Post-neurosurgical meningitis (PNM) is one of the most serious hospital-acquired infections in the world, and a large number of pathogens, particularly those with multi-resistance genes, are linked to it. Existing methods for detecting bacteria and measuring their antibiotic response are insensitive and unstable, and laboratorybased detection methods are inconvenient, taking at least 24 hours to complete. Rapid identification of bacteria and determination of antibiotic susceptibility are critical in combating the emergence of multi-resistant bacterial strains.

This study evaluated a novel, fast and simple-to-use micro/Nano fluidic chip platform (MNCP) for diagnosing bacterial infections in neurosurgery [1]. Within 1 hour, this platform can identify 10 genus or species targets and 13 genetic resistance determinants. This platform, which is very simple to use, can identify 10 genus or species targets and 13 genetic resistance determinants in 1 hour [2].

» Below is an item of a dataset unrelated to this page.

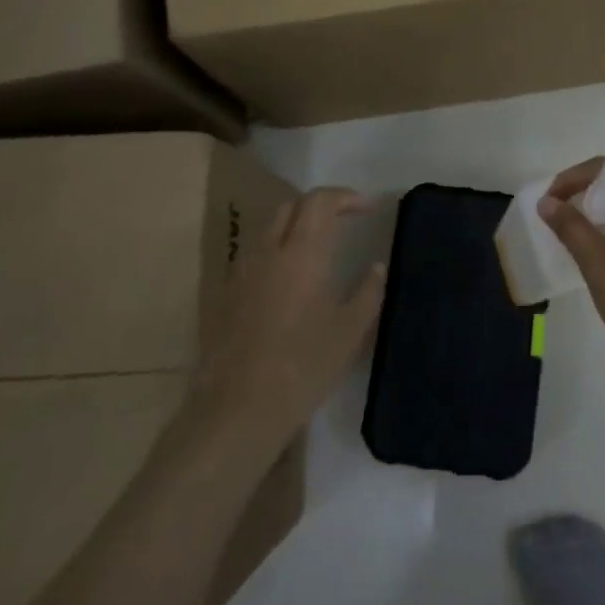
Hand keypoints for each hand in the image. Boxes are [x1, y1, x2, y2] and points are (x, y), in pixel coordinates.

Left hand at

The MNCP was used to identify bacteria and genetic resistance determinants in 108 bacterium-containing cerebrospinal fluid (CSF) cultures. The results were compared to those obtained using traditional methods of identification and antimicrobial susceptibility testing [3].

The concordance rate between the MNCP and the conventional identification method was 94.44 percent for the 108 CSF cultures; six species achieved 100 percent consistency. The sensitivity and specificity of the MNCP tests for the production of carbapenemaseand extended-spectrum beta-lactamase (ESBL)-related antibiotic resistance genes were both high and could fully meet the requirements of clinical diagnosis [4].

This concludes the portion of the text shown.